◆ What you should do ◆
The answer should be every line below, repeated exactly, with the images left out.
===
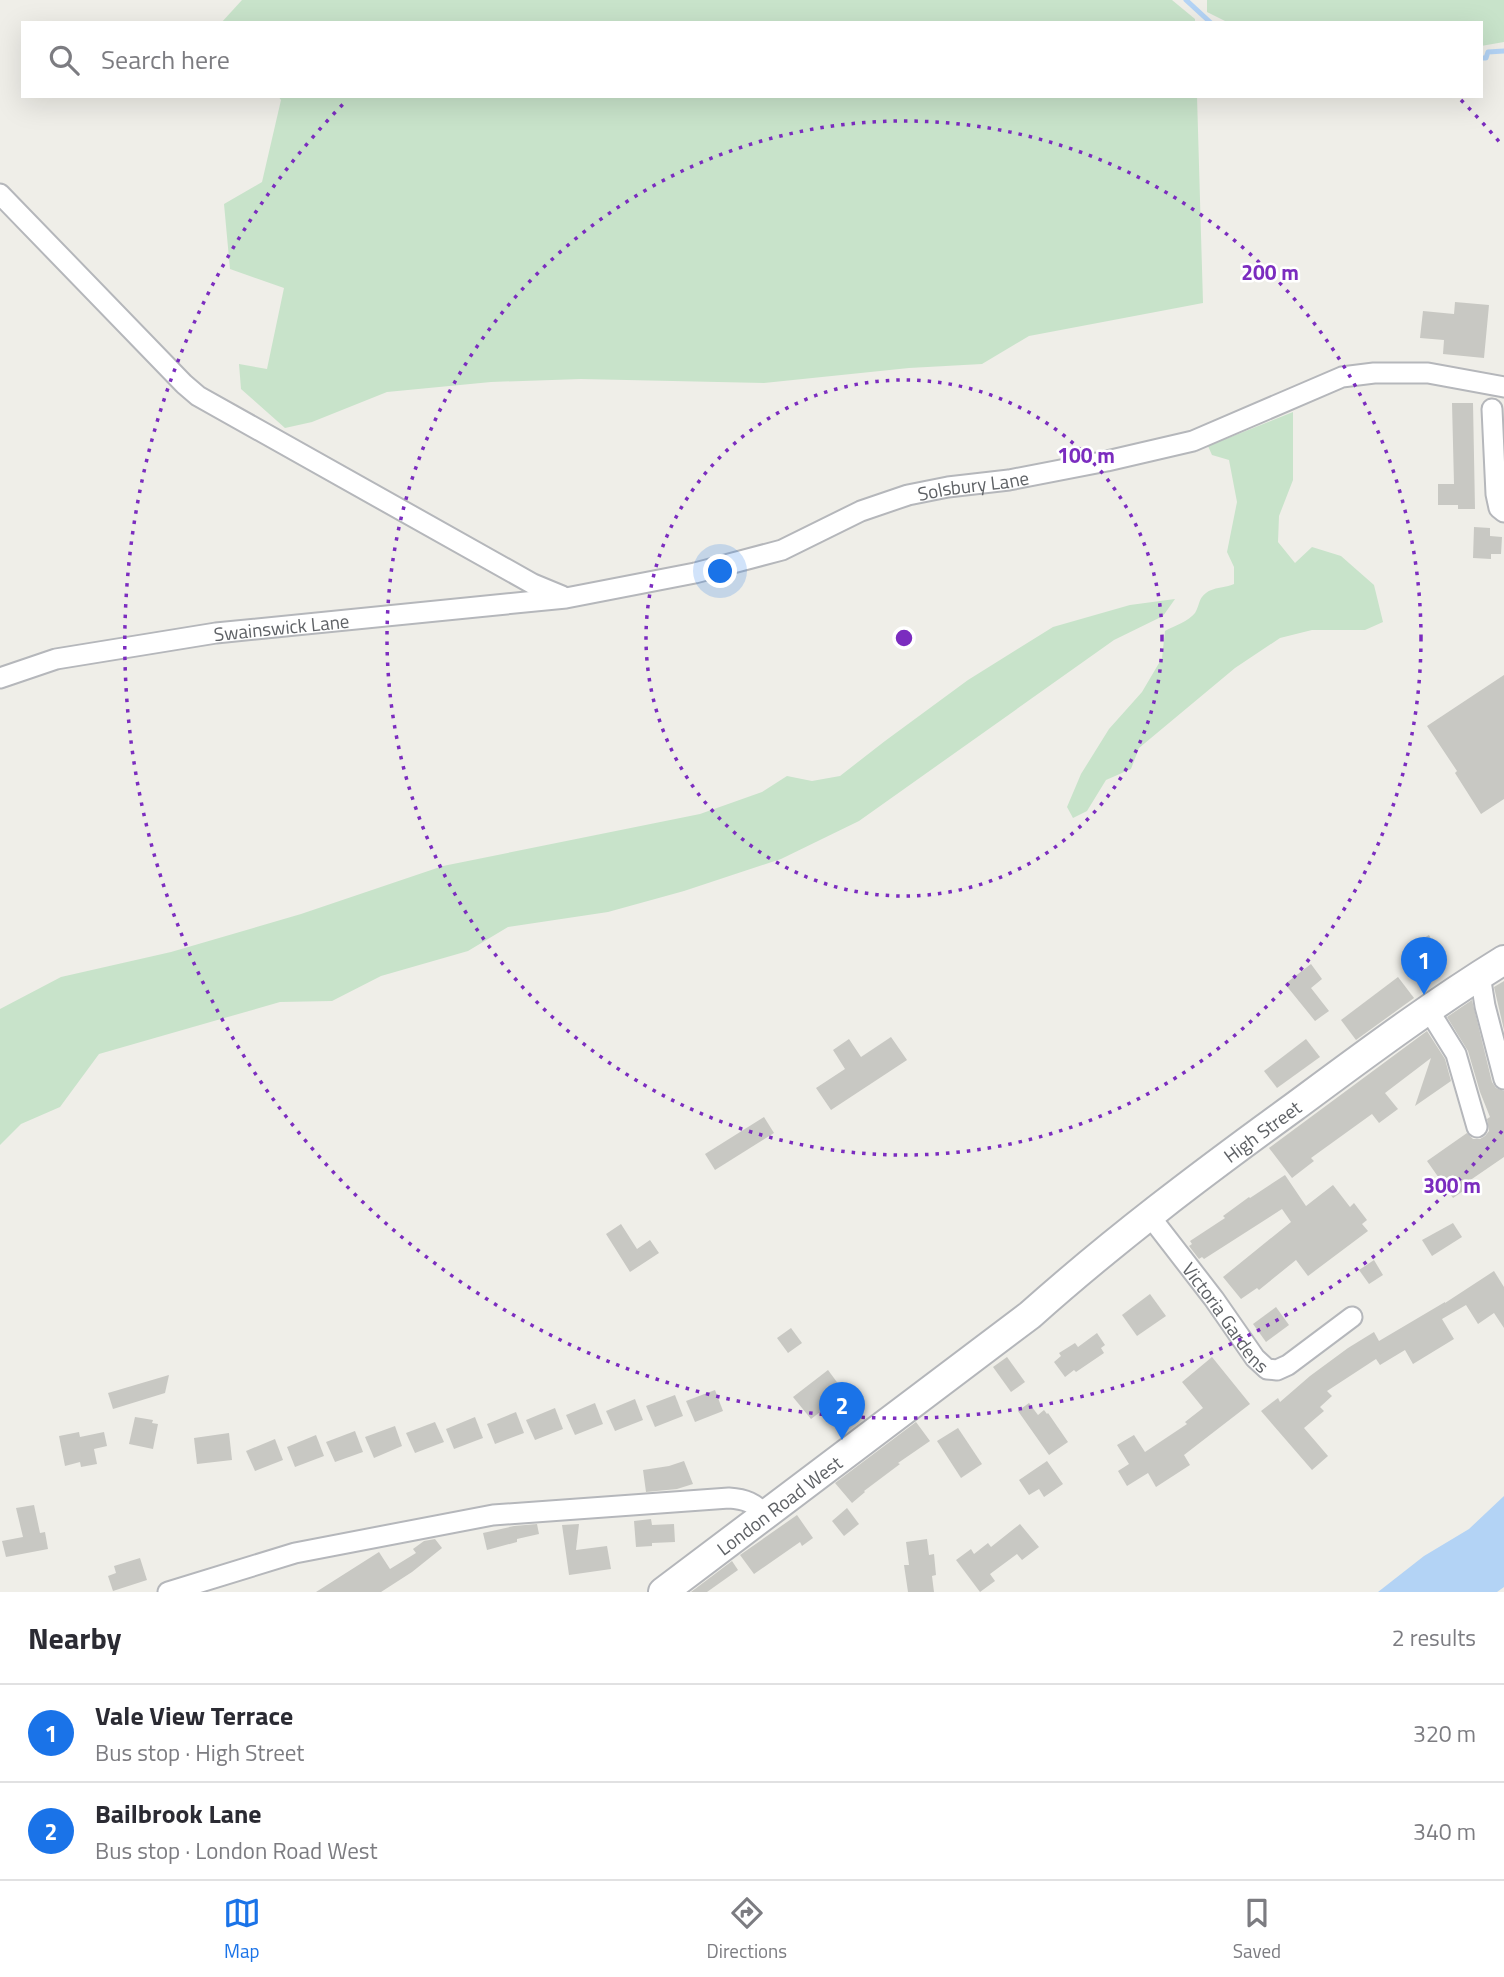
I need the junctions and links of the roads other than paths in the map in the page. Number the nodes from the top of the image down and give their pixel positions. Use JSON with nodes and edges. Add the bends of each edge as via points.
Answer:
{"nodes":[{"id":1,"x":0,"y":194,"type":"edge"},
{"id":2,"x":1504,"y":387,"type":"edge"},
{"id":3,"x":1492,"y":409,"type":"dead end"},
{"id":4,"x":1504,"y":512,"type":"edge"},
{"id":5,"x":566,"y":597,"type":"junction"},
{"id":6,"x":0,"y":678,"type":"edge"},
{"id":7,"x":1504,"y":960,"type":"edge"},
{"id":8,"x":1480,"y":975,"type":"junction"},
{"id":9,"x":1428,"y":1009,"type":"junction"},
{"id":10,"x":1504,"y":1079,"type":"edge"},
{"id":11,"x":1477,"y":1128,"type":"dead end"},
{"id":12,"x":1149,"y":1214,"type":"junction"},
{"id":13,"x":1030,"y":1315,"type":"joint"},
{"id":14,"x":1352,"y":1317,"type":"dead end"},
{"id":15,"x":766,"y":1515,"type":"junction"},
{"id":16,"x":168,"y":1592,"type":"edge"},
{"id":17,"x":663,"y":1592,"type":"edge"}],
"edges":[{"from":1,"to":5,"type":"street","via":[[198,396],[533,584]]},
{"from":2,"to":5,"type":"street","name":"Solsbury Lane","via":[[1418,373],[1342,377],[1193,440],[1009,480],[908,495],[861,511],[782,550],[695,573]]},
{"from":3,"to":4,"type":"street","via":[[1496,494]]},
{"from":5,"to":6,"type":"street","name":"Swainswick Lane","via":[[216,633],[56,659]]},
{"from":7,"to":8,"type":"street","name":"High Street"},
{"from":8,"to":9,"type":"street","name":"High Street"},
{"from":8,"to":10,"type":"street"},
{"from":9,"to":11,"type":"street","via":[[1456,1054]]},
{"from":9,"to":12,"type":"street","name":"High Street"},
{"from":12,"to":13,"type":"street","name":"High Street"},
{"from":12,"to":14,"type":"street","name":"Victoria Gardens","via":[[1267,1369],[1288,1365]]},
{"from":13,"to":15,"type":"street","name":"London Road West"},
{"from":15,"to":16,"type":"street","via":[[755,1503],[729,1498],[493,1515],[295,1553]]},
{"from":15,"to":17,"type":"street","name":"London Road West"}]}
===
◆ Your solution ◆
I need the junctions and links of the roads other than paths in the map in the page. Number the nodes from the top of the image down and give their pixel positions. Use JSON with nodes and edges. Add the bends of each edge as via points.
Answer:
{"nodes":[{"id":1,"x":0,"y":194,"type":"edge"},
{"id":2,"x":1504,"y":387,"type":"edge"},
{"id":3,"x":1492,"y":409,"type":"dead end"},
{"id":4,"x":1504,"y":512,"type":"edge"},
{"id":5,"x":566,"y":597,"type":"junction"},
{"id":6,"x":0,"y":678,"type":"edge"},
{"id":7,"x":1504,"y":960,"type":"edge"},
{"id":8,"x":1480,"y":975,"type":"junction"},
{"id":9,"x":1428,"y":1009,"type":"junction"},
{"id":10,"x":1504,"y":1079,"type":"edge"},
{"id":11,"x":1477,"y":1128,"type":"dead end"},
{"id":12,"x":1149,"y":1214,"type":"junction"},
{"id":13,"x":1030,"y":1315,"type":"joint"},
{"id":14,"x":1352,"y":1317,"type":"dead end"},
{"id":15,"x":766,"y":1515,"type":"junction"},
{"id":16,"x":168,"y":1592,"type":"edge"},
{"id":17,"x":663,"y":1592,"type":"edge"}],
"edges":[{"from":1,"to":5,"type":"street","via":[[198,396],[533,584]]},
{"from":2,"to":5,"type":"street","name":"Solsbury Lane","via":[[1418,373],[1342,377],[1193,440],[1009,480],[908,495],[861,511],[782,550],[695,573]]},
{"from":3,"to":4,"type":"street","via":[[1496,494]]},
{"from":5,"to":6,"type":"street","name":"Swainswick Lane","via":[[216,633],[56,659]]},
{"from":7,"to":8,"type":"street","name":"High Street"},
{"from":8,"to":9,"type":"street","name":"High Street"},
{"from":8,"to":10,"type":"street"},
{"from":9,"to":11,"type":"street","via":[[1456,1054]]},
{"from":9,"to":12,"type":"street","name":"High Street"},
{"from":12,"to":13,"type":"street","name":"High Street"},
{"from":12,"to":14,"type":"street","name":"Victoria Gardens","via":[[1267,1369],[1288,1365]]},
{"from":13,"to":15,"type":"street","name":"London Road West"},
{"from":15,"to":16,"type":"street","via":[[755,1503],[729,1498],[493,1515],[295,1553]]},
{"from":15,"to":17,"type":"street","name":"London Road West"}]}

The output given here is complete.